ABOUT THIS EXERCISE: Where the records hold the string "than", show the whole line it sits on.

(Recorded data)
=== Section Start ===
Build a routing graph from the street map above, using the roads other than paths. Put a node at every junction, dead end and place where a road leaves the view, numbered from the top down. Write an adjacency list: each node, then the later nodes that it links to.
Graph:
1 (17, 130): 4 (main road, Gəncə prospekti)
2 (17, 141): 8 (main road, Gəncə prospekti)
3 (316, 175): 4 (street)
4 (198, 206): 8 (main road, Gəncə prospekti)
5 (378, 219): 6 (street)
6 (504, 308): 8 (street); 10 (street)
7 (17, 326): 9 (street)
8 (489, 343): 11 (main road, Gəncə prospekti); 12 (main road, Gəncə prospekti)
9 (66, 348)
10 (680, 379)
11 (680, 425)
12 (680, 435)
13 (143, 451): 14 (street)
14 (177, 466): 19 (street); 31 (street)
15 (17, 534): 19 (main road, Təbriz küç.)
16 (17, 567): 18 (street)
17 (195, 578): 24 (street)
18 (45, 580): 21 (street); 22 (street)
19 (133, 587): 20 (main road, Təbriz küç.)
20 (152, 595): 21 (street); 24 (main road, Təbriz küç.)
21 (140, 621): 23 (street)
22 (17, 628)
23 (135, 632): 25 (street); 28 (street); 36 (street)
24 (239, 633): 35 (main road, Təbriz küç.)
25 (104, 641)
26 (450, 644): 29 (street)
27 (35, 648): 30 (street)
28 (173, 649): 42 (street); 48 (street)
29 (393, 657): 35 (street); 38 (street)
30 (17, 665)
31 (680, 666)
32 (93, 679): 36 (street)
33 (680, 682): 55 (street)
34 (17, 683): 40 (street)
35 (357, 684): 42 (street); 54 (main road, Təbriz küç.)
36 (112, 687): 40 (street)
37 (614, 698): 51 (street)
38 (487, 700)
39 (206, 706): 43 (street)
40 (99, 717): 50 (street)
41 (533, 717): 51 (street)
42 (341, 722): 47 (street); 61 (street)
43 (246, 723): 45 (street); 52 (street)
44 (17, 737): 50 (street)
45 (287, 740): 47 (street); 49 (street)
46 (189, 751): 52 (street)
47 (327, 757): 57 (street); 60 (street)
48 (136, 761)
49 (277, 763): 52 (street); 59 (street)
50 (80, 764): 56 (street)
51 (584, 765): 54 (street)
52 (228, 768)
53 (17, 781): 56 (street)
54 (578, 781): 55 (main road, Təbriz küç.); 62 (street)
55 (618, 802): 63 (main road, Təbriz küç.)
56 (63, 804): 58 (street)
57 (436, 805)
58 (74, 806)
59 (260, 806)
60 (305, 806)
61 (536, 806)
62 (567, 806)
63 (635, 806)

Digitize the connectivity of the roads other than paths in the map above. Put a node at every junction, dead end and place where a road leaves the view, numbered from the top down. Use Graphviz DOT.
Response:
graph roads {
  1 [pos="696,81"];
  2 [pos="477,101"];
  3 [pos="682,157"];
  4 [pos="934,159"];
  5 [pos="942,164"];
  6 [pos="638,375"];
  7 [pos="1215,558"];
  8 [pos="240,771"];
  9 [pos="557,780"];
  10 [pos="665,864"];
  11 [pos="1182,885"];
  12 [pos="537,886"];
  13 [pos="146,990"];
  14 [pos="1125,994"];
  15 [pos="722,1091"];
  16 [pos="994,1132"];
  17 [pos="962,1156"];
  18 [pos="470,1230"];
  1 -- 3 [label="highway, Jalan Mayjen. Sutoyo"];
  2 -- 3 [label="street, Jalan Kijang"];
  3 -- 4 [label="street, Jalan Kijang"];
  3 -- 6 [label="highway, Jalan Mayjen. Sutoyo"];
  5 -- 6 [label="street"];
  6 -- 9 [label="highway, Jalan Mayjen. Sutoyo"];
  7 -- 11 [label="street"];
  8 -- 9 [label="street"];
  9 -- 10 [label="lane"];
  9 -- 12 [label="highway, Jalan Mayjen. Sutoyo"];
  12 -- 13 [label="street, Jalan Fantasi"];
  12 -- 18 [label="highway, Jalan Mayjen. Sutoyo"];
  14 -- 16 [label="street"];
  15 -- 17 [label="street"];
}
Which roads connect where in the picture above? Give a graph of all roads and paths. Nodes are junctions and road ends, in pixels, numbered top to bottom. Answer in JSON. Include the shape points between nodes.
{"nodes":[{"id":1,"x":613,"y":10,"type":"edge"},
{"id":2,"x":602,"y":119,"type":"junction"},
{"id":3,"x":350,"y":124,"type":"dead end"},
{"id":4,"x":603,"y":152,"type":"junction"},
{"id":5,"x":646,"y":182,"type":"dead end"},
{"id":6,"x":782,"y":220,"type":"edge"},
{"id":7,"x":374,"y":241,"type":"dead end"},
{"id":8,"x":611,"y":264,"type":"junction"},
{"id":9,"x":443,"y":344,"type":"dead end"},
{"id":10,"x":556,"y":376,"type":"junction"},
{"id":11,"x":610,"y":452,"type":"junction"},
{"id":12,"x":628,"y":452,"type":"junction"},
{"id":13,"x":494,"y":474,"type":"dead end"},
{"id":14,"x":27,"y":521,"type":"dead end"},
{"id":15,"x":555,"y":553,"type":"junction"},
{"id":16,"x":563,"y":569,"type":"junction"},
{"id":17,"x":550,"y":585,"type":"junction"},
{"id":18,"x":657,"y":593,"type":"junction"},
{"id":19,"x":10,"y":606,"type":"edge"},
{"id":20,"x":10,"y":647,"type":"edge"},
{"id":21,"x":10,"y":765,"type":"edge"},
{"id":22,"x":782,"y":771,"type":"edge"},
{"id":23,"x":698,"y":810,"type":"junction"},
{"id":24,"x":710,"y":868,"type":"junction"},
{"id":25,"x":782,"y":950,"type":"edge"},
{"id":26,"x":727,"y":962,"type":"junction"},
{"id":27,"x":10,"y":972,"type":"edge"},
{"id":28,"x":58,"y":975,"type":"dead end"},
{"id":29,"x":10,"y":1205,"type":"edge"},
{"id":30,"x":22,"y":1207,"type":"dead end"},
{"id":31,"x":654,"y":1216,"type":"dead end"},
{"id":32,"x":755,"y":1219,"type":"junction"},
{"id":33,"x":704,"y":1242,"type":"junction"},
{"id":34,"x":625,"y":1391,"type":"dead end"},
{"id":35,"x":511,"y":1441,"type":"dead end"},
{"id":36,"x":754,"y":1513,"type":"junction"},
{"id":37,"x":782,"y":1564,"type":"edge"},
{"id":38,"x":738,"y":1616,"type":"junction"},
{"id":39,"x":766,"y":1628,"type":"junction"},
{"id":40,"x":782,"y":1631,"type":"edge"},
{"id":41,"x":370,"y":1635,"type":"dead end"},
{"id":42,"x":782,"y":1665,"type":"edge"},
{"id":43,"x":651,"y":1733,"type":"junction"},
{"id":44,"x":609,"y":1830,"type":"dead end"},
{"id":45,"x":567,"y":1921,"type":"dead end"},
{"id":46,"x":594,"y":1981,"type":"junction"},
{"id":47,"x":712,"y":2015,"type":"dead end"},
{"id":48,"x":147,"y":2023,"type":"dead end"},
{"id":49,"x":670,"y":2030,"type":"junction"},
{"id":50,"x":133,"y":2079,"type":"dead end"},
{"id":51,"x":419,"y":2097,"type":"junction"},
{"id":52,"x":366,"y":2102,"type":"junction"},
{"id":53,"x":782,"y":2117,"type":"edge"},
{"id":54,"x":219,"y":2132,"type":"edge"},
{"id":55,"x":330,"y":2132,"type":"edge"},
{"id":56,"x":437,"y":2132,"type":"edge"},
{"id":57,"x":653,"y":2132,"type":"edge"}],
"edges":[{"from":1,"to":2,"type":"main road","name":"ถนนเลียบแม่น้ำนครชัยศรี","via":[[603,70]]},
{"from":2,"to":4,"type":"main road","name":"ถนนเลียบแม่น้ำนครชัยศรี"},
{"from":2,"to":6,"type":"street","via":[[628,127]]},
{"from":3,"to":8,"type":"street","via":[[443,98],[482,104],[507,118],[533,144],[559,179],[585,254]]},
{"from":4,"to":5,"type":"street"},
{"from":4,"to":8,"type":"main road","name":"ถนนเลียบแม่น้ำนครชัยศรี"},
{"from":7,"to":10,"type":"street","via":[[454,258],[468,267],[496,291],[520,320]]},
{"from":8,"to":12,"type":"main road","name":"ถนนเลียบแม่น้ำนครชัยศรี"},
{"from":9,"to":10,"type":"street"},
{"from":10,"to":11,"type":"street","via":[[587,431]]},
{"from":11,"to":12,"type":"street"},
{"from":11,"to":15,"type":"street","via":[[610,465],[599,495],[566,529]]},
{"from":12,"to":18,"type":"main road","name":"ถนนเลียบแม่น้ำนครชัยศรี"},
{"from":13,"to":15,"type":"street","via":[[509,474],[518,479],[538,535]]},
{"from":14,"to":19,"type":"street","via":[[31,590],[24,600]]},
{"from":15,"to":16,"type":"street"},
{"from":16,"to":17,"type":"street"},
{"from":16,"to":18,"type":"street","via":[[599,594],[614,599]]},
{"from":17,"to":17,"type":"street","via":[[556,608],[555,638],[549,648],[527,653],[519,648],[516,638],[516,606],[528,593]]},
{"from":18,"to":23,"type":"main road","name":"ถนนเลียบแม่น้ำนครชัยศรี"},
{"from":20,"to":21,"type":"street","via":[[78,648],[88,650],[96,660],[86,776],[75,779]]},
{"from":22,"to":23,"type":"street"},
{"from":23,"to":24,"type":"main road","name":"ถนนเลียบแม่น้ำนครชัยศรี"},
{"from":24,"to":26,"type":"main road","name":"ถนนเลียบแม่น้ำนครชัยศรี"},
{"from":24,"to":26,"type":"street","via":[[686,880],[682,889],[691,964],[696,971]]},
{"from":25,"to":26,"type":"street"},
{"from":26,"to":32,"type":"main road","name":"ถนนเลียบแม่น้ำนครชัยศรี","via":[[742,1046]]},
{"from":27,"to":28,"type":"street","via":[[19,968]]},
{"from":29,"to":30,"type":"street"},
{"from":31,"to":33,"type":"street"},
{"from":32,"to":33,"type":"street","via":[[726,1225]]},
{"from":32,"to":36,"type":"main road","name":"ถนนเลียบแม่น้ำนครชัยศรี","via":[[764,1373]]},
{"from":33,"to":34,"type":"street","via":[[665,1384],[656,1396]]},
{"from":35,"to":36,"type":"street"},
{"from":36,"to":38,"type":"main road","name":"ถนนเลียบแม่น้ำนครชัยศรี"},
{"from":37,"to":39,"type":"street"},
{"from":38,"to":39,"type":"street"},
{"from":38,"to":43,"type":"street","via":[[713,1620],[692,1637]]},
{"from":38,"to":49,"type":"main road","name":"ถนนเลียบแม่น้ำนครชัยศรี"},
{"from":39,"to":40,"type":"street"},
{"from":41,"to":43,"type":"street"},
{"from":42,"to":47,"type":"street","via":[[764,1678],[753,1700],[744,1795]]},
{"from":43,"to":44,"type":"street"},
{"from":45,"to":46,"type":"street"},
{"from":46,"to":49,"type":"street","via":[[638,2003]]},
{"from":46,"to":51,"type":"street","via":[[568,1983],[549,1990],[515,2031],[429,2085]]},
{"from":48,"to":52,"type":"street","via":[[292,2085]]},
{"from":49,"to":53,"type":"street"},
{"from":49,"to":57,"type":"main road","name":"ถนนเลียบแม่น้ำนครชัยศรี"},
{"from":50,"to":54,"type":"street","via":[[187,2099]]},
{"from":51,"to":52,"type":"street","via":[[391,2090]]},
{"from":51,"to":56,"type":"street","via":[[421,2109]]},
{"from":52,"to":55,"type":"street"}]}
=== Section End ===
RESULT FOR THIS TASK:
Build a routing graph from the street map above, using the roads other than paths. Put a node at every junction, dead end and place where a road leaves the view, numbered from the top down. Write an adjacency list: each node, then the later nodes that it links to.
Digitize the connectivity of the roads other than paths in the map above. Put a node at every junction, dead end and place where a road leaves the view, numbered from the top down. Use Graphviz DOT.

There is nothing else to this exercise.